Plaintiff claims that Gonzales' sexual harassment continued through January 6, 2003, when she received "another sexually explicit email" from him. (Id. ¶ 16.) In a subsequent performance review (on January 27), Plaintiff was again rated "fully competent." Plaintiff apparently complained about this rating and indicated (at least to Gonzales but possibly to others as well) that she believed her performance rating was retaliatory. (See id. ¶ 17 ("And, in response [to her evaluation], Plaintiff attached the January 6, 2003 email from Defendant Gonzales as well as her notes complaining about the January 6, 2003 email. Defendant Gonzales admitted to sending the email to Plaintiff, but stated that the email must have been sent to Plaintiff `by mistake.'"))
In May, Plaintiff received a three-day suspension without pay due to a "behavior" issue at the behest of Gonzales and two others within the "chain of command." (Id. ¶ 8 18.) She claims that she was not given notice or a hearing, as required by the Employee Manual, and that her request for an appeal has gone unanswered. In addition, Plaintiff claims that Gonzales and another supervisor "solicited comments from employees and vendors about Plaintiff in an attempt to substantiate unlawful disciplinary action they wished to impose upon" her. (Id. ¶ 20.)
Plaintiff filed her complaint in this action on March 28, 2005. She asserted claims against Gonzales for: (1) sexual harassment in violation of her Fourteenth Amendment Equal Protection rights, pursuant to 42 U.S.C. § 1983; (2) retaliation for exercising her First Amendment right to free speech, pursuant to § 1983; (3) assault; and (4) intentional infliction of emotional distress.
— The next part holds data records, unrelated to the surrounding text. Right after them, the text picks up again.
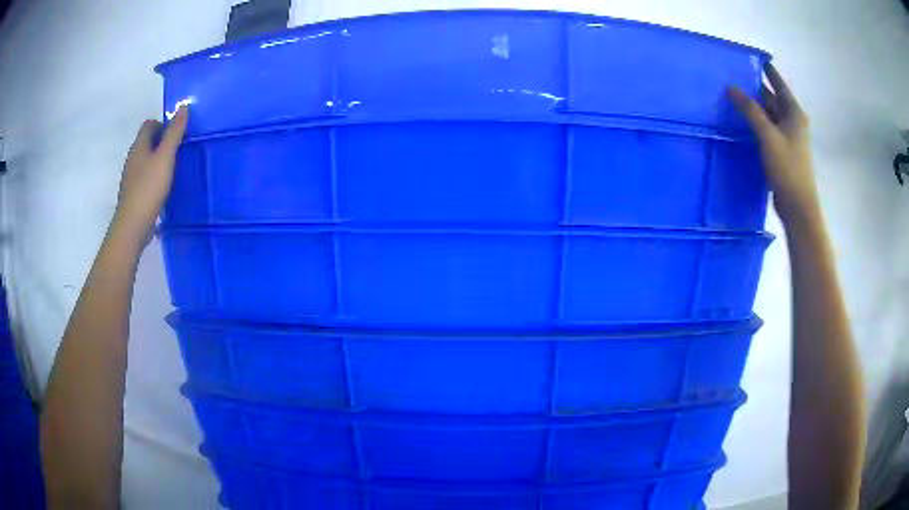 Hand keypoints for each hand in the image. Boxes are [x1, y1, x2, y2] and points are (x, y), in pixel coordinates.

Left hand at [112, 106, 188, 243]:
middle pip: (147, 142)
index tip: (177, 135)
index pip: (149, 124)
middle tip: (179, 151)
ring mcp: (132, 177)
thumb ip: (175, 132)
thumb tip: (183, 107)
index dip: (163, 124)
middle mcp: (133, 159)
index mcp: (139, 146)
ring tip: (174, 169)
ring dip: (159, 160)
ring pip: (146, 160)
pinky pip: (145, 177)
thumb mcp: (165, 157)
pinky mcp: (134, 194)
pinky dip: (155, 177)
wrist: (133, 225)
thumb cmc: (149, 187)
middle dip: (162, 142)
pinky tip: (164, 188)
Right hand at [729, 64, 818, 225]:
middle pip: (772, 98)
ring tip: (731, 96)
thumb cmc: (788, 169)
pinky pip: (767, 129)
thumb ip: (750, 110)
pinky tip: (740, 121)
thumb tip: (731, 88)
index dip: (766, 69)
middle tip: (732, 76)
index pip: (778, 83)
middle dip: (755, 87)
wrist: (798, 207)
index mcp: (794, 113)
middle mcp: (792, 121)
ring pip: (768, 114)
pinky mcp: (782, 151)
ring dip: (753, 106)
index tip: (750, 57)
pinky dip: (755, 123)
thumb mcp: (768, 136)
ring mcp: (788, 137)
Plaintiff, through a private process server, made several attempts to serve Gonzales but was unsuccessful. Plaintiff's counsel also contacted attorneys for the City, Gonzales' former employer, in an effort to locate him. On July 1, 2005, Plaintiff filed an amended complaint, adding an additional claim of negligent infliction of emotional distress (and another against the City for negligent retention and supervision). Gonzales was ultimately served with a summons and a copy of the original complaint on September 9, 2005.
STANDARD OF REVIEW
A cause of action is subject to dismissal under Federal Rule of Civil Procedure 12(b)(6) only if it appears beyond doubt that the claimants can prove no set of facts in support of their claim that would entitle them to relief. Conley v. Gibson, 355 U.S. 41, 45-46 (1957). In deciding whether plaintiff fails to state claims on the grounds asserted, the Court accepts as true all well-pleaded facts and draws all reasonable inferences in plaintiff's favor. See, e.g., Williams v. Meese, 926 F.2d 994, 997 (10th Cir. 1991). The Court's role is not to "`weigh potential evidence that the parties might present at trial, but to assess whether [the plaintiff's] complaint alone is legally sufficient to state a claim for which relief may be granted.'" County of Santa Fe v. Public Serv. Co., 311 F.3d 1031, 1035 (10th Cir. 2002) (quoting Miller v. Glanz, 948 F.2d 1562, 1565 (10th Cir. 1991)). A complaint may be dismissed for failure to state a claim "only when it appears that the plaintiff can prove no set of facts in support of the claims that would entitle her to relief."Jacobs, Visconsi Jacobs, Co. v. City of Lawrence, 927 F.2d 1111, 1115 (10th Cir. 1991).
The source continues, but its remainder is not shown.